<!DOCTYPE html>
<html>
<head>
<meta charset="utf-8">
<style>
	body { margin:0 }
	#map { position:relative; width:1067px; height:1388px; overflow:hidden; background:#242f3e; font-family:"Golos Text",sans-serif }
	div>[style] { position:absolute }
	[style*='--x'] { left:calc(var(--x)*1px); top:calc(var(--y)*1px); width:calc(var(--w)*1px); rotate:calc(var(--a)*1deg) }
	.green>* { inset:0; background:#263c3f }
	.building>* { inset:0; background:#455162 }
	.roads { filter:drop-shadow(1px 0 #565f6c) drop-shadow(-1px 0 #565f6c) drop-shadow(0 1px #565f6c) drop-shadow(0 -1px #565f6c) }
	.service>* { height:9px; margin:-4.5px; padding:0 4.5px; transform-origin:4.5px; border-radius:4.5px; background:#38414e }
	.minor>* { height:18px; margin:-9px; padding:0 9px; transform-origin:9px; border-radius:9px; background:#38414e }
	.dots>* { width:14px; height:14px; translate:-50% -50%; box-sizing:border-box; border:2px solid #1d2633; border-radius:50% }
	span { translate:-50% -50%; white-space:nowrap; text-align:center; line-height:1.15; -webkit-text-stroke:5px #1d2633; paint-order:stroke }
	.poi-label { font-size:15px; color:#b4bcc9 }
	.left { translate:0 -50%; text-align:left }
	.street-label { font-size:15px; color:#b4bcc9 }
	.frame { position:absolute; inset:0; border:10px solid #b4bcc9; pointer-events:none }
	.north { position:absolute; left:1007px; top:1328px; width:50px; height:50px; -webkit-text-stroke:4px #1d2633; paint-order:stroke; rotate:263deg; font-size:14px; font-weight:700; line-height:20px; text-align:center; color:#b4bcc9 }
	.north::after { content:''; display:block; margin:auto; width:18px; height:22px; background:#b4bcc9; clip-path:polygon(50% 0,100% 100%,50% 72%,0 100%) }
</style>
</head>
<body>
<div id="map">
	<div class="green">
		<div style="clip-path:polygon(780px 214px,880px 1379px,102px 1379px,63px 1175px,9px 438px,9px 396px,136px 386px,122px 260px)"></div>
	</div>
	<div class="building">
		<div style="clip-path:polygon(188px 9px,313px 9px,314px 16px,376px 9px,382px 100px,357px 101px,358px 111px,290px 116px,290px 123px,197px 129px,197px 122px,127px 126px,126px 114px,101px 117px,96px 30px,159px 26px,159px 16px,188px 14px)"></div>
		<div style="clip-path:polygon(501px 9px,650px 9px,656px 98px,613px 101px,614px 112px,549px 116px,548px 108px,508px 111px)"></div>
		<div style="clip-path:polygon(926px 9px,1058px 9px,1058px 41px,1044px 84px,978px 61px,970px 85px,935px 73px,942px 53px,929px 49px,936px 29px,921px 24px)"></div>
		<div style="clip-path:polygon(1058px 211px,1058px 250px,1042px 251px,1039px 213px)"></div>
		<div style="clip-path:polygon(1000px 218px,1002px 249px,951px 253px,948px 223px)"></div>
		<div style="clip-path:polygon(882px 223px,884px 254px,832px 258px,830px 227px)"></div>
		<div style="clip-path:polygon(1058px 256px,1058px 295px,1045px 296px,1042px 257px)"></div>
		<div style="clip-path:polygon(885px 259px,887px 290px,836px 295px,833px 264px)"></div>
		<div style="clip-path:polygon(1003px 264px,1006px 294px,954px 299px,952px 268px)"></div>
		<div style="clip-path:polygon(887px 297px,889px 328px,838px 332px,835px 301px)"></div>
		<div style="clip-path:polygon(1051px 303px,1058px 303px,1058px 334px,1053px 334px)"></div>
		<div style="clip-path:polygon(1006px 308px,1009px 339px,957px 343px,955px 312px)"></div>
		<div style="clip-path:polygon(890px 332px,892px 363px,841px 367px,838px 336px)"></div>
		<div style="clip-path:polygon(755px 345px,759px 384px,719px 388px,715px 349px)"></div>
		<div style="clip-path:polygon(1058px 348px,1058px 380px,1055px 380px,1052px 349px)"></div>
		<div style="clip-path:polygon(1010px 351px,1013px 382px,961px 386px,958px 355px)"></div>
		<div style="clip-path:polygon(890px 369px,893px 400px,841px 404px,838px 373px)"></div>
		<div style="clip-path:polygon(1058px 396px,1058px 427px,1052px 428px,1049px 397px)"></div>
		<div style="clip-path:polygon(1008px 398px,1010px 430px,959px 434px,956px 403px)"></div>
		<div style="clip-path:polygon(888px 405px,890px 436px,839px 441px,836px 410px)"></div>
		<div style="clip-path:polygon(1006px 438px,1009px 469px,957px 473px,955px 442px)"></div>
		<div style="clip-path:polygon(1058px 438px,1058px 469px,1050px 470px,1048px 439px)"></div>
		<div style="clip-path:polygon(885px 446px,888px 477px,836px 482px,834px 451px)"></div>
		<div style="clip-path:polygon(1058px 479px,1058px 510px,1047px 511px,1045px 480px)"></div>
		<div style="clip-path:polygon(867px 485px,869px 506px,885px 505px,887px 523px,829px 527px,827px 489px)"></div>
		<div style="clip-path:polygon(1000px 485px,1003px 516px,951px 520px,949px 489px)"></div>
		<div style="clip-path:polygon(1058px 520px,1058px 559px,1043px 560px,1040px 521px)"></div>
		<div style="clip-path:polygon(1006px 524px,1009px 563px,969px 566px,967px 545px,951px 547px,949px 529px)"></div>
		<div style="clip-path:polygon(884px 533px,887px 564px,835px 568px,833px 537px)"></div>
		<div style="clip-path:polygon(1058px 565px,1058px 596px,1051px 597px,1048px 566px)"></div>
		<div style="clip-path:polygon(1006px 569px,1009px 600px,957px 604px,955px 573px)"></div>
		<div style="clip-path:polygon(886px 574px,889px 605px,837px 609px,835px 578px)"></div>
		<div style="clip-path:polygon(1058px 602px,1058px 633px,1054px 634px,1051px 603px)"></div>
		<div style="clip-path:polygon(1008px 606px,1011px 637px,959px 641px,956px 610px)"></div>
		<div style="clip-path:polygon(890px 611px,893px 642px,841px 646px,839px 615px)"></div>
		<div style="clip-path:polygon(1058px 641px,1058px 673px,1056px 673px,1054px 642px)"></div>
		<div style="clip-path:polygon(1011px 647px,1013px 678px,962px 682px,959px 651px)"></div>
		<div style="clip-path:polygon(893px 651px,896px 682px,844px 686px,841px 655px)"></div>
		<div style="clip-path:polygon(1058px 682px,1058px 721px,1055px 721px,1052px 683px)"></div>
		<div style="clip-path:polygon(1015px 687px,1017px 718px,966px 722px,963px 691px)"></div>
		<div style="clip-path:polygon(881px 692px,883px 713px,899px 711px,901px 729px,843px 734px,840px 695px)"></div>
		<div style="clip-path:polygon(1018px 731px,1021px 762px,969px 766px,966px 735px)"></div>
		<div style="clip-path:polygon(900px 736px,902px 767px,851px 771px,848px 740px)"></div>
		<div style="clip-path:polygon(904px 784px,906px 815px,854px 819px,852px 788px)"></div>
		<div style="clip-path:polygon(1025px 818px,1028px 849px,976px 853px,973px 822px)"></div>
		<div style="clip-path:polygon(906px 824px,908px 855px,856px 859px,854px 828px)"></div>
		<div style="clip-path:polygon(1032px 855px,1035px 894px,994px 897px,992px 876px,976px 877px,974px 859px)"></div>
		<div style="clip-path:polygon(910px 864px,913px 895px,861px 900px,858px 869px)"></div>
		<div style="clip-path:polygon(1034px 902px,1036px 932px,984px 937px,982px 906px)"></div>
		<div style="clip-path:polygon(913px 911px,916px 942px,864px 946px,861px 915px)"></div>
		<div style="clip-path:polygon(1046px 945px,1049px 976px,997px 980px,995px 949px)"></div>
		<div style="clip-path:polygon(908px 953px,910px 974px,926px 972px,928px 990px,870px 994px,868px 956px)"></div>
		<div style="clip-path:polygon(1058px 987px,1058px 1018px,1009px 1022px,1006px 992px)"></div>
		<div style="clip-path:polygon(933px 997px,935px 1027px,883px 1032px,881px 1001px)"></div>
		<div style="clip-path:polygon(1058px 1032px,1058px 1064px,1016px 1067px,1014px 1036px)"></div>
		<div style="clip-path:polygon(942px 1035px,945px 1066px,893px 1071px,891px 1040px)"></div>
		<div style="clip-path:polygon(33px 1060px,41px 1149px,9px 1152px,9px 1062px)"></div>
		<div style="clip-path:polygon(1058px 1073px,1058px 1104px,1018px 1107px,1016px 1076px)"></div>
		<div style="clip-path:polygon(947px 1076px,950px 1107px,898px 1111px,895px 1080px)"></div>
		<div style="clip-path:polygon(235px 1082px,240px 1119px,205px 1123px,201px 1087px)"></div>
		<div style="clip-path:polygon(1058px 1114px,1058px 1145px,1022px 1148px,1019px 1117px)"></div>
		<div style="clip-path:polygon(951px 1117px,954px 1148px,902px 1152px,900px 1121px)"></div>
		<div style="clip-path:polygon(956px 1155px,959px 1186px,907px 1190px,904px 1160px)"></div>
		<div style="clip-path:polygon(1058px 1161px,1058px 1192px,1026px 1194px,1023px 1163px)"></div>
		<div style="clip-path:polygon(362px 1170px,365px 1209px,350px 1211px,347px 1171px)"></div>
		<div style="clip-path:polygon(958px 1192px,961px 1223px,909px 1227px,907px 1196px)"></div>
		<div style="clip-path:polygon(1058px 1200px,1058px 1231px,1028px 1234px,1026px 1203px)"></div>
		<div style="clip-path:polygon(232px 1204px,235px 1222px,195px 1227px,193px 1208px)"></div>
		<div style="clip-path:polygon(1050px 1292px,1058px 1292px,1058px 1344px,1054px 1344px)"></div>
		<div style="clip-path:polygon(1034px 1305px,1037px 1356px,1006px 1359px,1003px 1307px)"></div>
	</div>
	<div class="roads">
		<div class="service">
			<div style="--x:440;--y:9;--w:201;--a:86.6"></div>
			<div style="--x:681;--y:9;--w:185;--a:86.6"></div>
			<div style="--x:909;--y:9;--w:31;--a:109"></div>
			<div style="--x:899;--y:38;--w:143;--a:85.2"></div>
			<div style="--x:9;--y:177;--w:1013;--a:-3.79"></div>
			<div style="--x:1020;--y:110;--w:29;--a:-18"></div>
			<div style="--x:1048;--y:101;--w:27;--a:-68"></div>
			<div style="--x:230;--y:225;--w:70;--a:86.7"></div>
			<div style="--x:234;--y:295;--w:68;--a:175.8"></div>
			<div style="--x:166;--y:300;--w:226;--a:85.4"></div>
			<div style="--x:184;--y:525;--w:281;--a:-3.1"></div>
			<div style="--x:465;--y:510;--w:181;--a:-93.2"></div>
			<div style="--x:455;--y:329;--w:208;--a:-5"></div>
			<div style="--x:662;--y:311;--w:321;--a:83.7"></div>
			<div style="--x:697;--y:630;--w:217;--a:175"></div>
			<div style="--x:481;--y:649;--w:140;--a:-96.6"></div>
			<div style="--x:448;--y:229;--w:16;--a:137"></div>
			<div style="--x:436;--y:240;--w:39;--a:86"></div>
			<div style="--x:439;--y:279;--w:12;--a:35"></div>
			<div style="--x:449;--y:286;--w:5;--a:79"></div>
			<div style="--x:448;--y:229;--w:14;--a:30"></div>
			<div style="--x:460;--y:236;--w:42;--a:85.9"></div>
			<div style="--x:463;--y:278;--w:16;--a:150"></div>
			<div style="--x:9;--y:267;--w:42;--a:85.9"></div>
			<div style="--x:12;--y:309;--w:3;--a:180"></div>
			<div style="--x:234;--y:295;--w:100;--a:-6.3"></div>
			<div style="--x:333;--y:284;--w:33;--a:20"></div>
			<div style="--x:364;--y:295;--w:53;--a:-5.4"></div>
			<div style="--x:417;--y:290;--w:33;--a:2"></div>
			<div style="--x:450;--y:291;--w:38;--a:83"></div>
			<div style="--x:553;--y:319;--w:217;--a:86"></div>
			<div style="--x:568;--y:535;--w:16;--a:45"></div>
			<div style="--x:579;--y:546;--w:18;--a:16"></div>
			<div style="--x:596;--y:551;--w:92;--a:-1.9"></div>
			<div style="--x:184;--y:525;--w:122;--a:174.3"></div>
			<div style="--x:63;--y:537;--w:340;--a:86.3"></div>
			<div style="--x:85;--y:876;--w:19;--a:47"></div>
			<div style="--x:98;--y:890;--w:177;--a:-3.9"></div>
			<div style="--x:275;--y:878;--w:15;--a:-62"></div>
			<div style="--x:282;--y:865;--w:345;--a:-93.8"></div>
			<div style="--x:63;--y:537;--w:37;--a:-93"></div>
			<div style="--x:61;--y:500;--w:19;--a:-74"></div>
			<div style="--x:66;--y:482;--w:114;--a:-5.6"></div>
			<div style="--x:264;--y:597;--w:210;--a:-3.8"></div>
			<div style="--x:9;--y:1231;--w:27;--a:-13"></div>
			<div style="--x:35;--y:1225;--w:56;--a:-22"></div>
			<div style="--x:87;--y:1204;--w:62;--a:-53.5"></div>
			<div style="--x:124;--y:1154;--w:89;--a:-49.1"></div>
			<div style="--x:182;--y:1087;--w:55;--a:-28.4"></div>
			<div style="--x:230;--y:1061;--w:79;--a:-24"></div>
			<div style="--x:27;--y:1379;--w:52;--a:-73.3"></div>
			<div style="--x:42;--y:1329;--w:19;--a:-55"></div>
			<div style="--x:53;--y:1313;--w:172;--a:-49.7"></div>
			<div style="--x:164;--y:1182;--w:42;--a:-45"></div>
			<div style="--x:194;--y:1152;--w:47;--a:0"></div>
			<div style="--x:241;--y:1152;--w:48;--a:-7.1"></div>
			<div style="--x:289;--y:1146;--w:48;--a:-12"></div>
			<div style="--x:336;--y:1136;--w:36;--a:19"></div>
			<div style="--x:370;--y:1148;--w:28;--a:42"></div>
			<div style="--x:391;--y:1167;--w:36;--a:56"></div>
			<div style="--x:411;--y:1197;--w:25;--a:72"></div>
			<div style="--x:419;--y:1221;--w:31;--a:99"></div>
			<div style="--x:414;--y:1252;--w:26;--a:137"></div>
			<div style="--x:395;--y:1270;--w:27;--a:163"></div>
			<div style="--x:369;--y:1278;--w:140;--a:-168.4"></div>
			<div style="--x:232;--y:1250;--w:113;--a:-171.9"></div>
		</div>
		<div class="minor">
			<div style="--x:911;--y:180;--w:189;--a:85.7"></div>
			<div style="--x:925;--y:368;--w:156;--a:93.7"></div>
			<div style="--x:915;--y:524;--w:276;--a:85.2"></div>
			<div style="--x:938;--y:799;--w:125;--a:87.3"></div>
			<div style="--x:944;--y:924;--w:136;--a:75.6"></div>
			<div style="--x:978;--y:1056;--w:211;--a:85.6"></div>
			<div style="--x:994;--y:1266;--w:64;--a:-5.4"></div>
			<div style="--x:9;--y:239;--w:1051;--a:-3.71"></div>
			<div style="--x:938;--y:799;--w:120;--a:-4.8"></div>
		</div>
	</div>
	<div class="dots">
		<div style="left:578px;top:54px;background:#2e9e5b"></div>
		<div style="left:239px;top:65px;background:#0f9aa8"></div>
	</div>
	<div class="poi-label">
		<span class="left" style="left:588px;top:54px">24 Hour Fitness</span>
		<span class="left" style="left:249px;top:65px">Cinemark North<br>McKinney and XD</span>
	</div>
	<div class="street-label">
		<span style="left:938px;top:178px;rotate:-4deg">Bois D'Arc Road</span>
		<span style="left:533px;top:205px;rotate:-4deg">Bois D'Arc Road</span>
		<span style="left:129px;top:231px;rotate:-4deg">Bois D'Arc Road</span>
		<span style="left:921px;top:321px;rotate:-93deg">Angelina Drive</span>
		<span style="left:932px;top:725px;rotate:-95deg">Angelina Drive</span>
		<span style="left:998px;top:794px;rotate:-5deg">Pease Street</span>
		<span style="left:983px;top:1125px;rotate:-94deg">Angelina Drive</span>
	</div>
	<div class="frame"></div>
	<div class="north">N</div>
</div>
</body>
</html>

> **Exercise brief**
Return the lines exactly as they stand, please. Start at the top of the material and finish with the line where "height:9px; margin:-4.5px; padding:0" appears.

> **Expected answer**
<!DOCTYPE html>
<html>
<head>
<meta charset="utf-8">
<style>
	body { margin:0 }
	#map { position:relative; width:1067px; height:1388px; overflow:hidden; background:#242f3e; font-family:"Golos Text",sans-serif }
	div>[style] { position:absolute }
	[style*='--x'] { left:calc(var(--x)*1px); top:calc(var(--y)*1px); width:calc(var(--w)*1px); rotate:calc(var(--a)*1deg) }
	.green>* { inset:0; background:#263c3f }
	.building>* { inset:0; background:#455162 }
	.roads { filter:drop-shadow(1px 0 #565f6c) drop-shadow(-1px 0 #565f6c) drop-shadow(0 1px #565f6c) drop-shadow(0 -1px #565f6c) }
	.service>* { height:9px; margin:-4.5px; padding:0 4.5px; transform-origin:4.5px; border-radius:4.5px; background:#38414e }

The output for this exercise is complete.